Work to be completed: Transcribe the lines of the records starting with the one that has "Task: Build a" in it and ending with the last, and transcribe nothing else.

Collected data entries
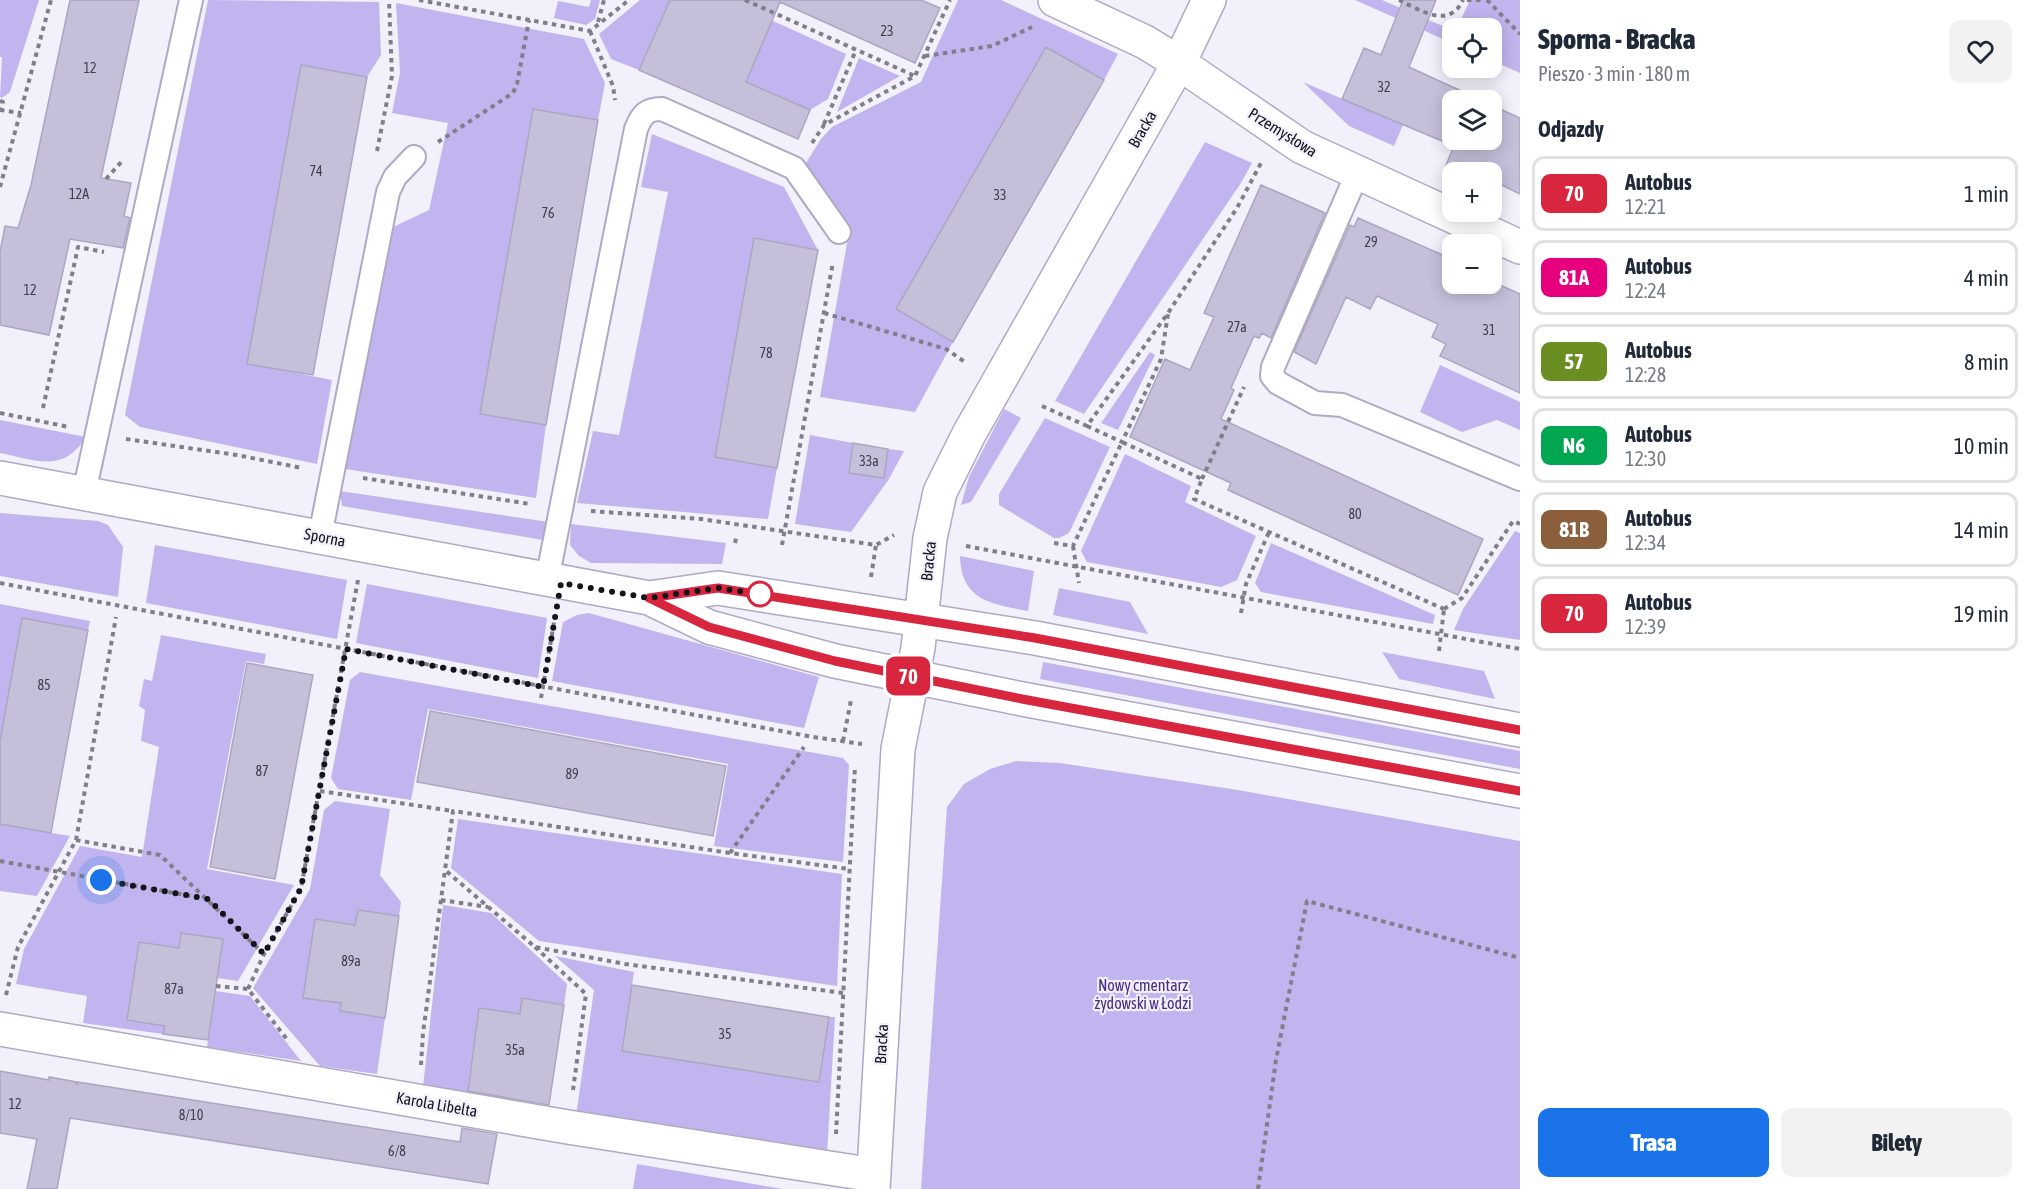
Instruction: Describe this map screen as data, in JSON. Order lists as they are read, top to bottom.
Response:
{
  "streets": {
    "street": [
      "Bracka",
      "Przemysłowa",
      "Sporna",
      "Karola Libelta"
    ]
  },
  "crossings": [
    ["Bracka", "Przemysłowa"],
    ["Bracka", "Sporna"],
    ["Bracka", "Karola Libelta"]
  ],
  "parks": ["Nowy cmentarz żydowski w Łodzi"],
  "lines": ["bus line 70"],
  "house_numbers": [
    "23",
    "12",
    "32",
    "74",
    "12A",
    "33",
    "76",
    "29",
    "12",
    "27a",
    "31",
    "78",
    "33a",
    "80",
    "85",
    "87",
    "89",
    "89a",
    "87a",
    "35",
    "35a",
    "12",
    "8/10",
    "6/8"
  ],
  "page": {
    "on_map": "70",
    "heading": [
      ["Sporna - Bracka", "Pieszo · 3 min · 180 m"],
      "Odjazdy"
    ],
    "map_buttons": ["+", "−"],
    "list": [
      {
        "mark": "70",
        "name": "Autobus",
        "note": "12:21",
        "value": "1 min"
      },
      {
        "mark": "81A",
        "name": "Autobus",
        "note": "12:24",
        "value": "4 min"
      },
      {
        "mark": "57",
        "name": "Autobus",
        "note": "12:28",
        "value": "8 min"
      },
      {
        "mark": "N6",
        "name": "Autobus",
        "note": "12:30",
        "value": "10 min"
      },
      {
        "mark": "81B",
        "name": "Autobus",
        "note": "12:34",
        "value": "14 min"
      },
      {
        "mark": "70",
        "name": "Autobus",
        "note": "12:39",
        "value": "19 min"
      }
    ],
    "buttons": ["Trasa", "Bilety"]
  }
}
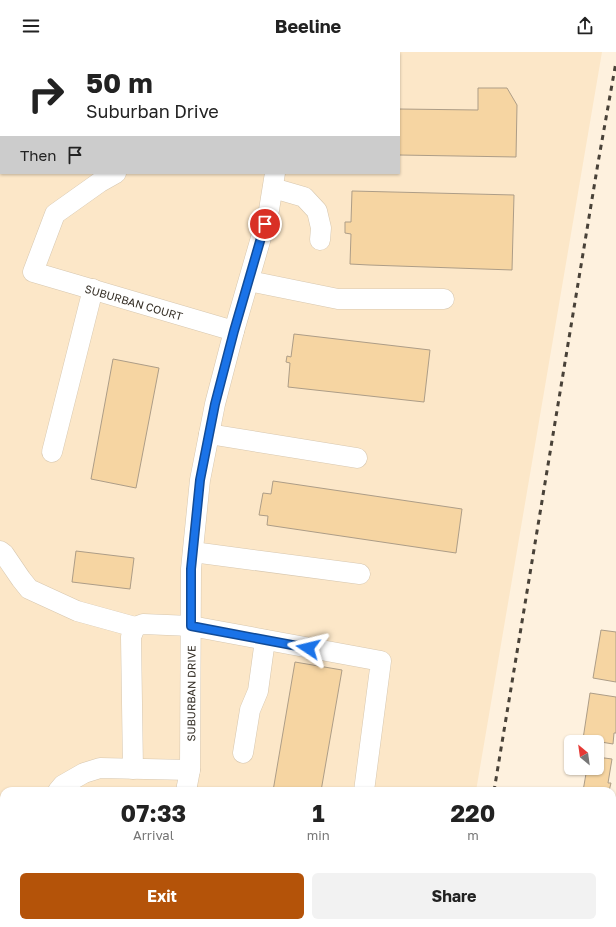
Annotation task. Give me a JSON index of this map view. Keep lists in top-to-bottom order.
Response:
{
  "streets": {
    "street": ["SUBURBAN COURT", "SUBURBAN DRIVE"]
  },
  "crossings": [
    ["SUBURBAN COURT", "SUBURBAN DRIVE"]
  ],
  "north": "top left",
  "page": {
    "header": "Beeline",
    "turn": ["50 m", "Suburban Drive"],
    "then": "Then",
    "eta": [
      "07:33",
      "Arrival",
      "1",
      "min",
      "220",
      "m"
    ],
    "buttons": ["Exit", "Share"]
  }
}
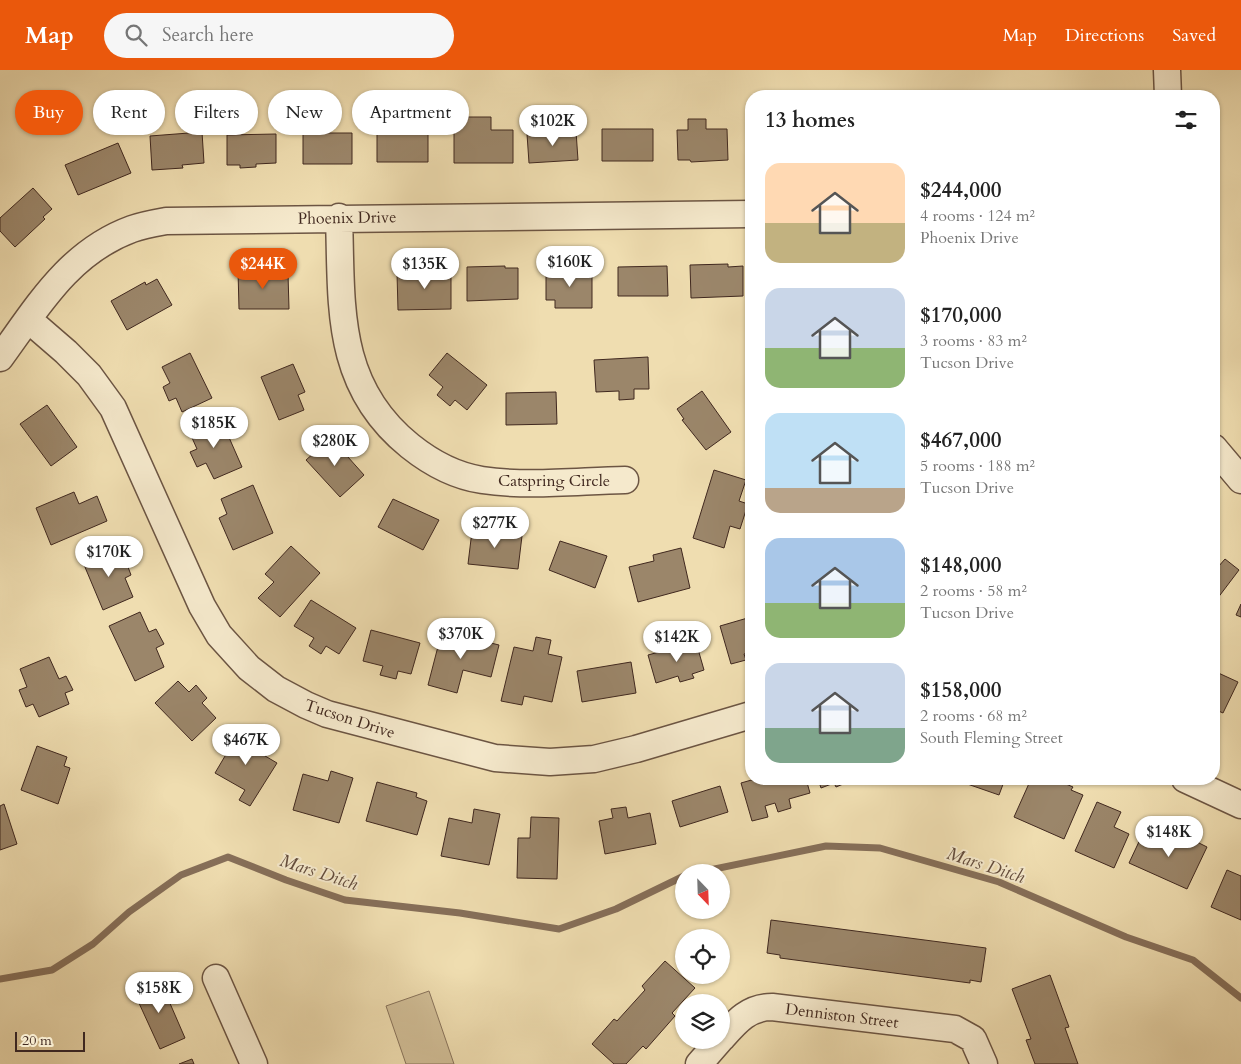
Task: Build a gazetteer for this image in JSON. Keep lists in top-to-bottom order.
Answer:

Problem solution:
Task: Build a gazetteer for this image in JSON. Keep lists in top-to-bottom order.
Answer:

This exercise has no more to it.